Oddly, the hottest item du jour — or, as fashion folk put it, “the key shape” — is actually the good old bucket hat, which, to those of us of a certain vintage inescapably connotes Mani (or Reni or Stimpi or whatever he was called) from the Stone Roses and takes us back to a blur of wide trousers and blissed-out vibes and pretending to have been at the Spike Island gig.

Judging by the selection on Mr Porter these days, the bucket hat has come on since I was a lad. I was rather taken, for instance, by a black bucket hat from Endless Joy (slogan: “Free your mind and your ass will follow”) splashed with cream and yellow blooms of epiphyllum, and the Pop Trading Company’s natty and understated take on the style in dark blue corduroy. One’s ravey, one’s navy. Both will roll up and fit handily in your back pocket. Isabel Marant’s mauve-and-lilac Chapeau Haleyh is a handsome thing, I thought — but a little too outré for me to get away with. Fortunately, the admirably unisex nature of the bucket hat means that my 12-year-old daughter will look great in it.

Palm Angels logo-embroidered cotton-twill baseball cap, £155, mrporter.com
Palm Angels logo-embroidered cotton-twill baseball cap, £155, mrporter.com
Pop Trading Company logo-embroidered cotton-corduroy hat, £55, mrporter.com
Pop Trading Company logo-embroidered cotton-corduroy hat, £55, mrporter.com

And then, of course, there’s baseball caps — which come in a dizzying number of varieties, from the practically disposable to something north of £500 (thank you Brunello Cucinelli). And, fashion being what it is, if you’re taken with Celine Homme’s mesh trucker cap you can spend £335 to look like Cletus the Slack-Jawed Yokel from The Simpsons.

For those of us past the first flush of youth, I should say, baseball caps are to be worn, if at all, forwards. Backwards says beef-fed American youth or, worse, Steve Buscemi saying “How do you do, fellow kids?” There’s a definite semiotic divide between the adjustable baseball cap, the non-adjustable baseball cap (cloth all the way round, brim to be bent into an arch) and the mesh-crowned type which says you aspire either to be driving an 18-wheeler through the Nevada desert or opening a cereal café in Hoxton Square. If you don’t bend the brim into an arch, by the way, you’re looking like either a rapper or a South Korean pro video-gamer, both of which are hard looks for middle-aged Anglo dudes to pull off.

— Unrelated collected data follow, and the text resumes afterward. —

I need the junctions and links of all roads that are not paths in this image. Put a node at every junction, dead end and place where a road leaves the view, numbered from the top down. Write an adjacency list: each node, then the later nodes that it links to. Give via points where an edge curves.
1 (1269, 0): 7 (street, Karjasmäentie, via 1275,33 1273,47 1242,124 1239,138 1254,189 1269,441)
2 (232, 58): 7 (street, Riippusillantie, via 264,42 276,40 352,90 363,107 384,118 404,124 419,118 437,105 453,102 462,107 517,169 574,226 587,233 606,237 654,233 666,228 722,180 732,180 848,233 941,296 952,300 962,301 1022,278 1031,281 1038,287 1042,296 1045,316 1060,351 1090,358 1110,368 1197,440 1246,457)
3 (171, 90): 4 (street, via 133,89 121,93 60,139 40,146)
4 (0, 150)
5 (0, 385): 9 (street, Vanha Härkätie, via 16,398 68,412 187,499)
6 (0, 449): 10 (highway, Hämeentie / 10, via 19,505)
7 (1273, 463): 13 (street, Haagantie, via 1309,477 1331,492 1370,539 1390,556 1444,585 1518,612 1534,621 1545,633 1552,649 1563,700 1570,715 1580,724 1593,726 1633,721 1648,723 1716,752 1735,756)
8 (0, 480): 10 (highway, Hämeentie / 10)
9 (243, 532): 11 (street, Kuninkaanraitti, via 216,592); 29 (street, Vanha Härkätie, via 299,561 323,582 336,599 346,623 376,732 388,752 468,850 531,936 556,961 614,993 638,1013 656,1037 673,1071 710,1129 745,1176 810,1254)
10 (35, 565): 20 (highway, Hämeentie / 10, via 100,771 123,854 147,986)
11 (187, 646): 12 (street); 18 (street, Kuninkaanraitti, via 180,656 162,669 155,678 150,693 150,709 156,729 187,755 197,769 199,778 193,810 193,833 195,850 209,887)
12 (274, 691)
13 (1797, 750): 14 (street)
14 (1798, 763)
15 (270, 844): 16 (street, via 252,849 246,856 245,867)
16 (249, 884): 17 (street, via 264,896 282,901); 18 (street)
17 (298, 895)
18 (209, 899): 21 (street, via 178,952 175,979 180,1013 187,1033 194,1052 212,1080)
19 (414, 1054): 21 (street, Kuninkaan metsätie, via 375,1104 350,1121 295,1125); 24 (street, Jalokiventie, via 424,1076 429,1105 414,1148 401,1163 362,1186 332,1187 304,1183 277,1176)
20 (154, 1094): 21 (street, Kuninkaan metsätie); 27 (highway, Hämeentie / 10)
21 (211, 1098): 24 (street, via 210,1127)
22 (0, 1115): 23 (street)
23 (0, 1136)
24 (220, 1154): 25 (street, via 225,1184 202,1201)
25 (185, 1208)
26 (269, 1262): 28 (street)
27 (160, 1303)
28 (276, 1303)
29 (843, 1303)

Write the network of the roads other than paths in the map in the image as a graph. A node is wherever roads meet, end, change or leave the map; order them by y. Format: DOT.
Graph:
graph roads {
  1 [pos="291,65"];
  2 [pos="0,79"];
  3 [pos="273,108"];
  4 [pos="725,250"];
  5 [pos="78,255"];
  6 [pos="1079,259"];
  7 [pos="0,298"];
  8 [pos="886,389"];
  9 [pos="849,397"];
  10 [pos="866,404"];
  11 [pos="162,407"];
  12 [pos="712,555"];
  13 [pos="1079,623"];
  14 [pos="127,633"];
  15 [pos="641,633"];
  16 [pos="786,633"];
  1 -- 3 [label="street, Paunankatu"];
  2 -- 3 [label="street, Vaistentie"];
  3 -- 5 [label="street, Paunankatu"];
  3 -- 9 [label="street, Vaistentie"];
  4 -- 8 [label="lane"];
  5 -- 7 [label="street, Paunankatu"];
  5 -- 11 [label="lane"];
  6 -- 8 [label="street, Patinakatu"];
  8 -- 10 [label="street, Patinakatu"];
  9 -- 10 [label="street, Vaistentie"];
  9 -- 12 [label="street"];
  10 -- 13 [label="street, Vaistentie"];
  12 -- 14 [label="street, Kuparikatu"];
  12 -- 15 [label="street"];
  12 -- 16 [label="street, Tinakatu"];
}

For the likes of me, a classic style is, I think, the way to go. I have a proper Yankees cap, non-adjustable, which has had the odd non-baseball-game outing. Palm Angels and Folk clothing, for instance, both do a nice understated one-colour fabric hat without a plastic fastener and with a pleasant curve to the brim. If you’re under 30, though, you can go wild with gaudy ironic appliqué logos and bright colours (example: Central Bookings International’s fun Toytown range).

Still, if all else fails — and, for instance, you leave your beloved straw hat in the overhead compartment when you leave the plane — there’s always ye olde knotted handkerchief.